Gareth wears silk mohair crew-neck cardigan based on Century 16 cinema strip lights by himself
FASHION EAST’S newest arrival gave us quite the atrocity exhibition
words: Eilidh Nuala Duffy
self portraits: Gareth Wrighton
digital hotties: Zach Beech
GARETH WRIGHTON’S debut collection with Fashion East Autumn-Winter 19/20 called In the Pines: The Ballad of Meredith Hunter tells the story of contemporary Western society through recent traumatic events in a culture riddled with conflict. Although it references ‘60s Americana, it’s not really about America. It’s about the contradictions we all live with in our day-to-day. Online vs offline, folk vs rock, analogue vs digital, handmade vs machine made, realised through an industry which is unequivocally tied up in these dualities. The USA just happens to be the loudest and most recognisable contradiction we have hence its use as the perfect metaphor for Wrighton’s fascination with ambivalence.

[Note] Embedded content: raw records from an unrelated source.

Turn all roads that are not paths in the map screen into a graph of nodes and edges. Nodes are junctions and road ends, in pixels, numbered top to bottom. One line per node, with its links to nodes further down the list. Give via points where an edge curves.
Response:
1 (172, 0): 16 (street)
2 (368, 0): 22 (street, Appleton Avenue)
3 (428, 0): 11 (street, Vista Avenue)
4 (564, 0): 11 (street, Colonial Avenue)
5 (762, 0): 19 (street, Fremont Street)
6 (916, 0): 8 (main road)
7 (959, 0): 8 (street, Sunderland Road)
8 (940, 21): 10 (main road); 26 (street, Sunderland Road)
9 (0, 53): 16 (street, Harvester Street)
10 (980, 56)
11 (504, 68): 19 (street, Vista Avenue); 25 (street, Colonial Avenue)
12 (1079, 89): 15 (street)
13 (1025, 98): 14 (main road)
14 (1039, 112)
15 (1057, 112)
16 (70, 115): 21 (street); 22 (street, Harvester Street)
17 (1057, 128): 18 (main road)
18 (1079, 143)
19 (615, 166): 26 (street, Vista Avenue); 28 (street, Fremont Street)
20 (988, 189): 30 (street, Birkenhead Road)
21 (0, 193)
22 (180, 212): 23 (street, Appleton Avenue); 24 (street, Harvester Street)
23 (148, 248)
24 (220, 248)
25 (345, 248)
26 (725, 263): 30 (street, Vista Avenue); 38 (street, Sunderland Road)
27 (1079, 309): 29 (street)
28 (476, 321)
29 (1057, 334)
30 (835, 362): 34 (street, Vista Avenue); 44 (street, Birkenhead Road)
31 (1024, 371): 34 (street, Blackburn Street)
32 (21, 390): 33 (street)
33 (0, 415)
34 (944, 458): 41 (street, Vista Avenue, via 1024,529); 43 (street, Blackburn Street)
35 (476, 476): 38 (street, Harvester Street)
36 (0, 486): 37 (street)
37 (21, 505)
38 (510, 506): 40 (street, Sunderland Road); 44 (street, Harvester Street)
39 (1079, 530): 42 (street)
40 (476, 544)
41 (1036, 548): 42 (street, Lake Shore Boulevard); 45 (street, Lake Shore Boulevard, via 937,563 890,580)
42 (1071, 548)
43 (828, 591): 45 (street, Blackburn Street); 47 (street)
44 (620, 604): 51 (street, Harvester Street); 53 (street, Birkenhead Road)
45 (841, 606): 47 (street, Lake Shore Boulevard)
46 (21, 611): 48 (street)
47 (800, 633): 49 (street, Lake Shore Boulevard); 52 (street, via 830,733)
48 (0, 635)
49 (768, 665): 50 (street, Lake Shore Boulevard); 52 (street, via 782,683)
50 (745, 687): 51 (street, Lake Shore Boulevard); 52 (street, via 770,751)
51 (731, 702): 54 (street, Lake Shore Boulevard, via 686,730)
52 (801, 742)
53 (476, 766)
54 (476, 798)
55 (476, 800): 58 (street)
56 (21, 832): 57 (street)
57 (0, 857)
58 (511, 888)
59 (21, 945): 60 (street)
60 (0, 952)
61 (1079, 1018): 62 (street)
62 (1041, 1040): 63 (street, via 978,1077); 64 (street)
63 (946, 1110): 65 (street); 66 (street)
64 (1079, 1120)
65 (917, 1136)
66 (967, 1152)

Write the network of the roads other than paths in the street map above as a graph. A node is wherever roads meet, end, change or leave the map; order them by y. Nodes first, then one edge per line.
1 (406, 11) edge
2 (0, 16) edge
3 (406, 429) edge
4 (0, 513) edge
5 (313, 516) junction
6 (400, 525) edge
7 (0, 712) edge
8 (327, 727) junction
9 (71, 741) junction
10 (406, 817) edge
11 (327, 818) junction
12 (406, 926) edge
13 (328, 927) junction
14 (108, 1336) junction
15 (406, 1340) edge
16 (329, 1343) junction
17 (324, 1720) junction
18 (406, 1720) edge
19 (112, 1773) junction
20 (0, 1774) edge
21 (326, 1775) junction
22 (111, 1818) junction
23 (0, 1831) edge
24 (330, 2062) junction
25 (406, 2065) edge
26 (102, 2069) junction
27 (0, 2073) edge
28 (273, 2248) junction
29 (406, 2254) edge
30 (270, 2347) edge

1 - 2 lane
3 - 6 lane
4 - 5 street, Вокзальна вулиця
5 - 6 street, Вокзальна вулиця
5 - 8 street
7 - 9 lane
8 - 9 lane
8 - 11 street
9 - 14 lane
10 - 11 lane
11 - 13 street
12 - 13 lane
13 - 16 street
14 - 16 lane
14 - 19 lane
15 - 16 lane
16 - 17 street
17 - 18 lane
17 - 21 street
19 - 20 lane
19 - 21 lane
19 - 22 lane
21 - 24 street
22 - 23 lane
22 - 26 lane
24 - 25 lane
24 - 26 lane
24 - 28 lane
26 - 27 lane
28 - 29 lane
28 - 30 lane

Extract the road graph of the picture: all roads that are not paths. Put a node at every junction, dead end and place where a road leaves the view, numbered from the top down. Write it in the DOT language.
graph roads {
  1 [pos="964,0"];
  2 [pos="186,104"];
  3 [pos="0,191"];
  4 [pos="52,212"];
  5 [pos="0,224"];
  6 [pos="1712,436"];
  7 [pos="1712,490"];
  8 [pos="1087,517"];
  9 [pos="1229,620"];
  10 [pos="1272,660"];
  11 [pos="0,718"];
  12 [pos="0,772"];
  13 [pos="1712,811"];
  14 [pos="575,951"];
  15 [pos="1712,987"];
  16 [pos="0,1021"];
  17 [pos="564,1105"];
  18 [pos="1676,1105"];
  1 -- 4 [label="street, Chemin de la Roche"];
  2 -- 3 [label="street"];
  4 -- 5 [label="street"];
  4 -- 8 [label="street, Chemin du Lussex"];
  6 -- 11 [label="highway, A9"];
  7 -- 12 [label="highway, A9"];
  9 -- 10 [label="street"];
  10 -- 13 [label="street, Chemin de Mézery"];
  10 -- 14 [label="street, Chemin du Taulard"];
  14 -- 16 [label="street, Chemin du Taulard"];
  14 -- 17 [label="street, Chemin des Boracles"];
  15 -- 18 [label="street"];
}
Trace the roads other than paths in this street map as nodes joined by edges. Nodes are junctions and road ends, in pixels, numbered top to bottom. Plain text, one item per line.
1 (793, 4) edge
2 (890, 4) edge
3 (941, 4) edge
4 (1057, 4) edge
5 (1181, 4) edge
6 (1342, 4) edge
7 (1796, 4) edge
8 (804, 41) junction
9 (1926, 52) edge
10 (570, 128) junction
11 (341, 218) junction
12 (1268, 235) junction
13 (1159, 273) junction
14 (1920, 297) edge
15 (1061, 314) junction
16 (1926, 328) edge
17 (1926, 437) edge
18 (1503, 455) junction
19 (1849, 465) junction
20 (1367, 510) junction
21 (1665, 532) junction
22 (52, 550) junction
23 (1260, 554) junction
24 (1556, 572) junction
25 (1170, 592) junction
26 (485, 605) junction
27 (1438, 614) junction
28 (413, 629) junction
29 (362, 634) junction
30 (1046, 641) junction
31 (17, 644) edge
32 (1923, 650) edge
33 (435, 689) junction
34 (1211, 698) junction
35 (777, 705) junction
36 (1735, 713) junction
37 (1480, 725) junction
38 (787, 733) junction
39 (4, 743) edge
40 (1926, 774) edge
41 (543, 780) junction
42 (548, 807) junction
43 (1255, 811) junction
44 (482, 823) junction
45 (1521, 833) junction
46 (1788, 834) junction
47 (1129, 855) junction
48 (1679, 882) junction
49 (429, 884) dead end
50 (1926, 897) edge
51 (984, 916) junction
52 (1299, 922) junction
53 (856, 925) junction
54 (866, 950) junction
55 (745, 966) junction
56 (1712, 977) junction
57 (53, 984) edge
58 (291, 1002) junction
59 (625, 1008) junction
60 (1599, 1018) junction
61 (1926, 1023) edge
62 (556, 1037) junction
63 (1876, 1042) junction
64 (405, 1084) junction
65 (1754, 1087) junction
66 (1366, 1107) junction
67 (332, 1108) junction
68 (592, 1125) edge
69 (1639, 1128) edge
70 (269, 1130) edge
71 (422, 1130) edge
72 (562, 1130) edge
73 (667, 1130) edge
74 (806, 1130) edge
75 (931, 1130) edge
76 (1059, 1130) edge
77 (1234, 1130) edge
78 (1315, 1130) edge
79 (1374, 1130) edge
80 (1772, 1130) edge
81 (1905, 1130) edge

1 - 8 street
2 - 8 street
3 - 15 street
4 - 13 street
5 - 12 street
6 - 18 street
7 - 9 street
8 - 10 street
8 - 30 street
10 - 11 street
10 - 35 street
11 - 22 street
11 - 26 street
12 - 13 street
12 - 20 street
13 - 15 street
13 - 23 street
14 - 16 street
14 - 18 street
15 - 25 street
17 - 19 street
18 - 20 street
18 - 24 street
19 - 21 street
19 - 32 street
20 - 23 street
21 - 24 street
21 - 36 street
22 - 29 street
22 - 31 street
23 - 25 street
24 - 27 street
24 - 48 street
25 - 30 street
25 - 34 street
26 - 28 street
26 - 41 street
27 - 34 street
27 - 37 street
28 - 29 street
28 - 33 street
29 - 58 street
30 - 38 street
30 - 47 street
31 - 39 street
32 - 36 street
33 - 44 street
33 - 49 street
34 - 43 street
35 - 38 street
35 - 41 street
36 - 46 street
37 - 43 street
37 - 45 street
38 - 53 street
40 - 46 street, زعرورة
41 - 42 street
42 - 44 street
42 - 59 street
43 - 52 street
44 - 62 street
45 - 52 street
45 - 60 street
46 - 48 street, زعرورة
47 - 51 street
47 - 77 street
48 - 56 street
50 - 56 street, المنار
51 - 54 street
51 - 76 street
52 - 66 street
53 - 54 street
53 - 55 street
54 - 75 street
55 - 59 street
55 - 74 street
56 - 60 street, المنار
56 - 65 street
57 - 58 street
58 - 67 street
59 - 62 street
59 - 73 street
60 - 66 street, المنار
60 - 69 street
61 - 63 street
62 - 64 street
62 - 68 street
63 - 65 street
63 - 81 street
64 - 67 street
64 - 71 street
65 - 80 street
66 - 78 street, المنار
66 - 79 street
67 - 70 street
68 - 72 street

He’s just “obsessed with what’s going on over there”.
This December marks 50 years since the murder of Meredith Hunter by the Hells Angel Alan Passaro during the 1969 Altamont Free Concert. It marked “the end of the summer of love, the end of the failed hippy ideal”. The death of Hunter – a black man – was completely whitewashed. Released a year later, the Rolling Stones’ 1970 documentary Gimme Shelter was cut by the Maysles brothers so that he looked like a dangerous lunatic, armed and aiming to kill. Mick Jagger is shown the footage of Hunter being stabbed, apparently for the first time. David Maysles rewinds it to point out the black silhouette of a pistol. The next scene shows a man speaking to a police officer: “He pulled out a gun.” According to eyewitness accounts the truth is quite different. The Hells Angels were looking for a fight. One of them yanked on Hunter’s hair then a pack of them pounced. He was stabbed before the gun was pulled out. Regardless, Passaro was acquitted with his murder on the grounds of self defence. But this was the same hippy ideal as Joan Didion’s Slouching Towards Bethlehem or Tom Wolfe’s Electric Kool Aid Acid Test. A dirty, brain-busting, acid-fuelled utopia which didn’t always match up to the truth and gave a lot of people some very bad psychiatric problems. It was, by the end, pretty fucking dark.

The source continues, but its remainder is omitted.